DETAILED ACTION
Notice of Pre-AIA or AIA Status
The present application, filed on or after March 16, 2013, is being examined under the first inventor to file provisions of the AIA .
Response to Amendment
Receipt is acknowledged of claim amendments with associated arguments/remarks, received January 20, 2026. Claims 1-5, 7-13, 15-21, 23-24 are pending in which claims 1, 7, 9, 15, 17, 23 were amended. Claims 6, 14, 22 were cancelled.
Response to Arguments
Applicant’s arguments, see Remarks, pg 11, filed 01/20/2026, with respect to the rejection of claims 1-4, 8-12, 16-20, 24 under 35 U.S.C. § 101 has been fully considered and, in light of the associated amendment, is persuasive. Therefore, the rejection has been withdrawn.
Applicant’s arguments, see Remarks, pg 11-13, filed 01/20/2026, with respect to the rejections of claim 1, 3, 6, 9, 11, 14, 17, 19, 22 under 35 U has been fully considered and, based on the amendment that changed the scope and interpretation, is persuasive. Therefore, the rejection has been withdrawn. However, upon further consideration, a new grounds of rejection is made under Bongio Karrman et al (US 2021/0027207, hereinafter “Karrman et al”) in view of Liang et al (US 2020/0025931). Regarding independent Claims 1, 9, 17, the applicant’s argument that Liang et al does not teach the second modality imaging system or determining intermediate camera features and second intermediate 3D point cloud features is not persuasive. In particular, Liang et al states “Our overall architecture includes two streams, with one stream extracting image features and another one extracting features from LIDAR BEV. The continuous fusion layer can be configured to bridge multiple intermediate layers on both sides in order to perform multi-sensor fusion at multiple scales. This architecture facilitates generation of the final detection results in BEV space, as desired by many autonomous driving application domains.” (Liang et al, Figure 9 and ¶ [0140]). The structure of Liang et al Fig 9 demonstrates there are multiple intermediate layers for both sensor data models and the applicant has not provided detail as to how the applicant’s claimed intermediate features are different from the prior art. Respectfully, the argument is not persuasive.
Applicant’s arguments, see Remarks, pg 13-16, filed 01/20/2026, with respect to the rejections of dependent claims 2-5, 7-8, 10-13, 15-16, 18-21, 23-24 under 35 U.S.C. §§ 102, 103 has been fully considered and are dependent upon the arguments of claims 1, 9, 17 as discussed above. Respectfully, the arguments are not persuasive for the same reasons.
Claim Rejections - 35 USC § 103
In the event the determination of the status of the application as subject to AIA 35 U.S.C. 102 and 103 (or as subject to pre-AIA 35 U.S.C. 102 and 103) is incorrect, any correction of the statutory basis (i.e., changing from AIA to pre-AIA ) for the rejection will not be considered a new ground of rejection if the prior art relied upon, and the rationale supporting the rejection, would be the same under either status.
The following is a quotation of 35 U.S.C. 103 which forms the basis for all obviousness rejections set forth in this Office action:
A patent for a claimed invention may not be obtained, notwithstanding that the claimed invention is not identically disclosed as set forth in section 102, if the differences between the claimed invention and the prior art are such that the claimed invention as a whole would have been obvious before the effective filing date of the claimed invention to a person having ordinary skill in the art to which the claimed invention pertains. Patentability shall not be negated by the manner in which the invention was made.

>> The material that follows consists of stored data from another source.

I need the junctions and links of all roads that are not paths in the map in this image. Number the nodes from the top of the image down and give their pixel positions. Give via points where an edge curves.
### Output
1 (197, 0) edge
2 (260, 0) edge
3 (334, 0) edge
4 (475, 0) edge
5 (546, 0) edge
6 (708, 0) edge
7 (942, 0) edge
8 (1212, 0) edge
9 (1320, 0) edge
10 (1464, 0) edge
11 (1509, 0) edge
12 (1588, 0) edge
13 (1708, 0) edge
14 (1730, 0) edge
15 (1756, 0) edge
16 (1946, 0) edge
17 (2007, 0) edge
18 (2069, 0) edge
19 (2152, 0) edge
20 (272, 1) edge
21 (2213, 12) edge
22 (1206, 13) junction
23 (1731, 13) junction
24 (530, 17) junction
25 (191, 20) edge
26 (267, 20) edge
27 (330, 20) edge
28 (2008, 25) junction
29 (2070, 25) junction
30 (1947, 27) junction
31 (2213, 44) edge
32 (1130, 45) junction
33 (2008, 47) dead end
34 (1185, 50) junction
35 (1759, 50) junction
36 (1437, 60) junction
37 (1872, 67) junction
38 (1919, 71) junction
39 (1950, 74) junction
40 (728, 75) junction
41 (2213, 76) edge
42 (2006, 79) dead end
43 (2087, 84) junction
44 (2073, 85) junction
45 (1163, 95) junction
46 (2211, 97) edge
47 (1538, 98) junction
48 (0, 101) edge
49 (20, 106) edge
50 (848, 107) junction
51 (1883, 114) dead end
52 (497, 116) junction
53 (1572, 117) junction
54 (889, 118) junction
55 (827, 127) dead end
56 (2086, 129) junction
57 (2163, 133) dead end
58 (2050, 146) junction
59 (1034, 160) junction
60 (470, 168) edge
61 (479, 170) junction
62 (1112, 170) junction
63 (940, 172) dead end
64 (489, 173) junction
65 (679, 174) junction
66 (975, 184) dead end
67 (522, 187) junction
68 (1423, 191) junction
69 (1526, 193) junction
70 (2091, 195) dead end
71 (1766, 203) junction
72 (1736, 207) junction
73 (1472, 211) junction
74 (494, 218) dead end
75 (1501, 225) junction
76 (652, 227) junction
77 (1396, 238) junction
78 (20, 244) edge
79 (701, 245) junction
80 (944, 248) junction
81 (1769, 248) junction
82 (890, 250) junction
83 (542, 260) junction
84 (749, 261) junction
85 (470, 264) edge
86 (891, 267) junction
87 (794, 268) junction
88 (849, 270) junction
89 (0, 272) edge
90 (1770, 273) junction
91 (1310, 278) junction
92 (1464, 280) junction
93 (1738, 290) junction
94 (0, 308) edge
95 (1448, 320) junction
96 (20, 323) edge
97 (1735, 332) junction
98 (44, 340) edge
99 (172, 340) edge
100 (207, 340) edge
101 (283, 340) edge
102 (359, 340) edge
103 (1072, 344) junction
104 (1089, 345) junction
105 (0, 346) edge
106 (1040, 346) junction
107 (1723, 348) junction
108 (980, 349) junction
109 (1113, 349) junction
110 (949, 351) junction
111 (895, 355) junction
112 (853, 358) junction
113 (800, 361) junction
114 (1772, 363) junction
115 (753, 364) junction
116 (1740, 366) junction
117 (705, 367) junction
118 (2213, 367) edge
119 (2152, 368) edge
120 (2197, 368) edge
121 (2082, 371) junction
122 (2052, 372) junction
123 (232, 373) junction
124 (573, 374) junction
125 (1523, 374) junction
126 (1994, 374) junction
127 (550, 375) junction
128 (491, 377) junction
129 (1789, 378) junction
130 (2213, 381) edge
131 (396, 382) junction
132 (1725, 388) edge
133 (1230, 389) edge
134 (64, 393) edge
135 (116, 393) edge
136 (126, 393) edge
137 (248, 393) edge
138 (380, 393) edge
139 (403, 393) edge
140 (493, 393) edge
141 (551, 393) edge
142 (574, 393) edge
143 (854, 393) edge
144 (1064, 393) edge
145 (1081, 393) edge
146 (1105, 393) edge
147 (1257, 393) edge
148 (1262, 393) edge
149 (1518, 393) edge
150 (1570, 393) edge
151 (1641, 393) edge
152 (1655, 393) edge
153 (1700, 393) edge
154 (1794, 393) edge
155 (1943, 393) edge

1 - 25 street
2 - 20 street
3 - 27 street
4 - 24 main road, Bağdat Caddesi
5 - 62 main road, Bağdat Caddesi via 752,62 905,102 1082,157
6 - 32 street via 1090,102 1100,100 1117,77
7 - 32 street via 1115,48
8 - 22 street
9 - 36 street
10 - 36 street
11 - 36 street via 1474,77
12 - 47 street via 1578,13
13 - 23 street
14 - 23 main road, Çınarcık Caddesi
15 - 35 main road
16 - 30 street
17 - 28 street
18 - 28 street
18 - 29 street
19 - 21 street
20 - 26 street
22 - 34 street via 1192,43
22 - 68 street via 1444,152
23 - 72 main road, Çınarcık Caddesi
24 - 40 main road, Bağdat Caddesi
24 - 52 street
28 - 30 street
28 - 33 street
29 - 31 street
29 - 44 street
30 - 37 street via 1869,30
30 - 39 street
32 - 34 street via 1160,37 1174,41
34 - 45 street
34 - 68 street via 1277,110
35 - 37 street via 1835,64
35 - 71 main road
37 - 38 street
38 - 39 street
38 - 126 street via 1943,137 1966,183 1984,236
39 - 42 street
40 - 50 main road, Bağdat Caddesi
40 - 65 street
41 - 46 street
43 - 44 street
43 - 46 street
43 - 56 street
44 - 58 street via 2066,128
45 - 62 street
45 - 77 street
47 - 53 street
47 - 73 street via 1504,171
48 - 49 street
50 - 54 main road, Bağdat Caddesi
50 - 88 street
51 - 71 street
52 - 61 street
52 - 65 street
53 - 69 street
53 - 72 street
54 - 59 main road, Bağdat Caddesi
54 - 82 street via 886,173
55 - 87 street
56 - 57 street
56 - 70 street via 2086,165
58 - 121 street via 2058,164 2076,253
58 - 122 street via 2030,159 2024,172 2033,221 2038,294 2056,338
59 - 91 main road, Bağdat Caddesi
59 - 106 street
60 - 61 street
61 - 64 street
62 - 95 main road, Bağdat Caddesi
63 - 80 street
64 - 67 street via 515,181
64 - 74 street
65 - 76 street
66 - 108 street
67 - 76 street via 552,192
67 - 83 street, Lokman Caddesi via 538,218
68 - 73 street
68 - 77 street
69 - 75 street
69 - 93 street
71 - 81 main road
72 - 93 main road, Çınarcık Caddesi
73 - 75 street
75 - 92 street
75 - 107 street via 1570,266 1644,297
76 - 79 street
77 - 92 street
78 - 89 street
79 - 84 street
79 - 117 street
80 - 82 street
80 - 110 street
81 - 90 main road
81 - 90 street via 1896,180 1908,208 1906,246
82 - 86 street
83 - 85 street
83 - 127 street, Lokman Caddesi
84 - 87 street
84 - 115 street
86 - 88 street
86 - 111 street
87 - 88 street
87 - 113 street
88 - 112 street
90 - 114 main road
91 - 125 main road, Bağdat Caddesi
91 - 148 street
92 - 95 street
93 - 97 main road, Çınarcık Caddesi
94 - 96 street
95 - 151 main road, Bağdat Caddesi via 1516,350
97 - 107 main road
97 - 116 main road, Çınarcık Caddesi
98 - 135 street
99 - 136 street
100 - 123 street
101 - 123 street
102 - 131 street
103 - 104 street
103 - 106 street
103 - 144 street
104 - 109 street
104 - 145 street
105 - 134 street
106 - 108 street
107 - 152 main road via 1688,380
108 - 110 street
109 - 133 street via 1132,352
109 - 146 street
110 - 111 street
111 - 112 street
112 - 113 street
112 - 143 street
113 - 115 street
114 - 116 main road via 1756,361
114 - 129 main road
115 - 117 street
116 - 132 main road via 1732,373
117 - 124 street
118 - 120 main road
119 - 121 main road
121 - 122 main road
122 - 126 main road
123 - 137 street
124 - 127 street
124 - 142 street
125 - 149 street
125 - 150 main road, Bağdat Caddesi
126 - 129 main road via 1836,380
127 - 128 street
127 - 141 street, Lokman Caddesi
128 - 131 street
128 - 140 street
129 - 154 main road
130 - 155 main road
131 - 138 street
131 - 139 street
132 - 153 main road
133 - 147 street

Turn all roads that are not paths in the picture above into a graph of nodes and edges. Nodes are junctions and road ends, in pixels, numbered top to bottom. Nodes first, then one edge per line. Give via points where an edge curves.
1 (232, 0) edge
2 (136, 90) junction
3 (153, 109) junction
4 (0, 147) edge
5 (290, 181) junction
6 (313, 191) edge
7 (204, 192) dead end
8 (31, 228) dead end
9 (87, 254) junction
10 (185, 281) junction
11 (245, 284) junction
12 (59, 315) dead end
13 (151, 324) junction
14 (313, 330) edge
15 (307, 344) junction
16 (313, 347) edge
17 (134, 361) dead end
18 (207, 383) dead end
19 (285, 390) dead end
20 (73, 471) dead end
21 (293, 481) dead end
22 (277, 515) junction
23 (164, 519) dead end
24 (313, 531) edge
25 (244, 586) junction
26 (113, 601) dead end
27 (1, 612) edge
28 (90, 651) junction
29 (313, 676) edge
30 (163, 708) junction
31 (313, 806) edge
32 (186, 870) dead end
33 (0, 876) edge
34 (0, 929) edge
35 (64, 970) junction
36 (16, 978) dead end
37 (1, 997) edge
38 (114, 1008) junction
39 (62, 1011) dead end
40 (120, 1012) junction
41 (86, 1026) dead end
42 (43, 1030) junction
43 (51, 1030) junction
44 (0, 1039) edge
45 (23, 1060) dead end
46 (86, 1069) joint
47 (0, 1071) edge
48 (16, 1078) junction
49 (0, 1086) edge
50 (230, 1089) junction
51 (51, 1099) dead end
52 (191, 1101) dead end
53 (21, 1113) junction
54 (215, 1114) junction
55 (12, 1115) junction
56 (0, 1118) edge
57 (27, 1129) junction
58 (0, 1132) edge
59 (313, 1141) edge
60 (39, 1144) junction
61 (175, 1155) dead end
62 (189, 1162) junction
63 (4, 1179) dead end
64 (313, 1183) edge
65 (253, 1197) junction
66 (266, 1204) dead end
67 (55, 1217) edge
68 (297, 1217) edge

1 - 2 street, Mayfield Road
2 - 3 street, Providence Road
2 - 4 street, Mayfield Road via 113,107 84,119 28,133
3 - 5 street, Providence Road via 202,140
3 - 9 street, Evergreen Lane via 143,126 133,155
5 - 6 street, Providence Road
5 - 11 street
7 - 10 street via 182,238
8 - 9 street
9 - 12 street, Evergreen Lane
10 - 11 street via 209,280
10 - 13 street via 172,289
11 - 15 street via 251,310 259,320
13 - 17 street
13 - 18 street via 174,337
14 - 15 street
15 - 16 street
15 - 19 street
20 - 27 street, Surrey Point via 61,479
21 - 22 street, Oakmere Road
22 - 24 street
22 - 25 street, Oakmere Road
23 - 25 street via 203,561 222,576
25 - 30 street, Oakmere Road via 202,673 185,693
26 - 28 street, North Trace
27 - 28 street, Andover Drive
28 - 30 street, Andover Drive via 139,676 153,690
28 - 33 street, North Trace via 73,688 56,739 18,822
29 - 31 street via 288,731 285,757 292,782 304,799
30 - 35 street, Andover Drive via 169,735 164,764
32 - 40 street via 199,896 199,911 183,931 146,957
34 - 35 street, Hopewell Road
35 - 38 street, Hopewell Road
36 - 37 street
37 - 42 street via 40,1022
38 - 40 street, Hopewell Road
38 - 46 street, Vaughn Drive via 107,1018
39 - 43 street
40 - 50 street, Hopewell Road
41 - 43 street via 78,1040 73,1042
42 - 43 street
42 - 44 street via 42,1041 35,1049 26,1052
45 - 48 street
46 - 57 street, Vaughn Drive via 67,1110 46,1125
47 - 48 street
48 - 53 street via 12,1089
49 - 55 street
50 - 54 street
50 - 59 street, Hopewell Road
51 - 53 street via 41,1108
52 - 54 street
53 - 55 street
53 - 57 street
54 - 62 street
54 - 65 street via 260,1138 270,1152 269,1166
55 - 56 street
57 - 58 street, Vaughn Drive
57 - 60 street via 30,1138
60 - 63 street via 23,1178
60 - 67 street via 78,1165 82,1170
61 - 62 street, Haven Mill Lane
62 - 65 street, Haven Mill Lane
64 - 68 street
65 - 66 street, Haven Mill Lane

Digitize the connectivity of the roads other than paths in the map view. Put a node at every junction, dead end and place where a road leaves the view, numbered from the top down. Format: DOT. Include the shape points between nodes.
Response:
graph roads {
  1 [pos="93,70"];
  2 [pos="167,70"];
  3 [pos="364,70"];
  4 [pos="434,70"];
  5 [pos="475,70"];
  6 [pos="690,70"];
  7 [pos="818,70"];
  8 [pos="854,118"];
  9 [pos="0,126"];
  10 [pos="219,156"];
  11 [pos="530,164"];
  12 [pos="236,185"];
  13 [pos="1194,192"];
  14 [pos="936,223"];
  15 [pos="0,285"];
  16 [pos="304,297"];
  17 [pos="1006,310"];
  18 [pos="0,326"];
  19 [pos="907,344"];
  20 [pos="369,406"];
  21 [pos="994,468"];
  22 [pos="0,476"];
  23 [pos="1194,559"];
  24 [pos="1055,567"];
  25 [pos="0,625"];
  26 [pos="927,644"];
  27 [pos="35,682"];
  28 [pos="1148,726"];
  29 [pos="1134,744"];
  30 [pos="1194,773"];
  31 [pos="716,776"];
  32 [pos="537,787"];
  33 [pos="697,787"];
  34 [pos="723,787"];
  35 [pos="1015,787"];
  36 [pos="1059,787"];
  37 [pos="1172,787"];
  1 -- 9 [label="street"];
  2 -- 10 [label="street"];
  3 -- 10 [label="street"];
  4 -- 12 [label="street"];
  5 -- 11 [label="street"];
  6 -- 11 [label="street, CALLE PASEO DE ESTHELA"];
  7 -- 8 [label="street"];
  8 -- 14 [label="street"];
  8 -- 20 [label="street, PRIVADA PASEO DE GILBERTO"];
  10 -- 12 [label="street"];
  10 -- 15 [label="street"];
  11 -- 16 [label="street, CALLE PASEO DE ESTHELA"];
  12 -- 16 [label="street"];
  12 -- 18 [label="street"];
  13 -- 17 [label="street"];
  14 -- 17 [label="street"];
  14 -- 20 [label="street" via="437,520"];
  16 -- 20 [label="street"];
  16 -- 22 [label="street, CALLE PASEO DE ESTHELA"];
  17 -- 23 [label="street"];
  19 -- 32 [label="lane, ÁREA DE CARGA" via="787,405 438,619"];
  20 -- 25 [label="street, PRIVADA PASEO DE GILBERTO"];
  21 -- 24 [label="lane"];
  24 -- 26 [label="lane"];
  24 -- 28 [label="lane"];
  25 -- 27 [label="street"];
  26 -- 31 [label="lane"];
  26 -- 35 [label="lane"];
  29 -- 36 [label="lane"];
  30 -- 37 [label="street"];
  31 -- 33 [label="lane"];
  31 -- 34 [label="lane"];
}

Claims 1, 3, 7, 9, 11, 15, 17, 19, 23 are rejected under 35 U.S.C. 103 as being unpatentable over Bongio Karrman et al (US 2021/0027207, cited in Non-Final 10/22/2025, hereinafter “Karrman et al”) in view of Liang et al (US 2020/0025931, cited in Non-Final 10/22/2025).
Regarding Claim 1, Karrman et al teach a method (method 300 of using system 100 to train ML models for image processing; Fig 1, 3 and ¶ [0023]-[0037], [0041]), comprising:
training a first modality imaging system (a first image processing ML model 106 is trained based on a common loss function; Fig 1, 3 and ¶ [0037]);
receiving first input data samples and second input data samples from the first modality imaging system and a second modality imaging system, respectively (a first image 102 and a second image 104, of a plurality of corresponding images, are received and can be of different modalities (the first image 102 may be a LiDAR image and the second image 104 may be an IR or visual spectrum (camera) image); Fig 1, 3 and ¶ [0024], [0042]), the first input data samples and the second input data samples being time-synchronized (the first image 102 is time aligned by immediately preceding the second image 104; Fig 1, 3 and ¶ [0043]),
wherein the first modality imaging system comprises a LIDAR-based system and the second modality imaging system comprises a camera-based system (the first image 102 may be generated from a LiDAR sensor and the second image 104 may be generated from a visual spectrum (camera) sensor; Fig 1 and ¶ [0015], [0017]);
processing the first input data samples in the first modality imaging system to generate a first output (the first image 102 is processed by depth estimation ML model 106 to generate estimated depth 116; Fig 1 and ¶ [0030]);
processing the second input data samples in the second modality imaging system to generate a second output (the second image frame 104 is processed by sensor pose difference ML model 108 to generate sensor pose difference 118; Fig 1 and ¶ [0031]), and
training the second modality imaging system based on the first output and the second output (the loss 126 generated by the difference between the second image frame 104 and the estimated second image frame 124 is used to train the ML model 108; Fig 1 and ¶ [0037]).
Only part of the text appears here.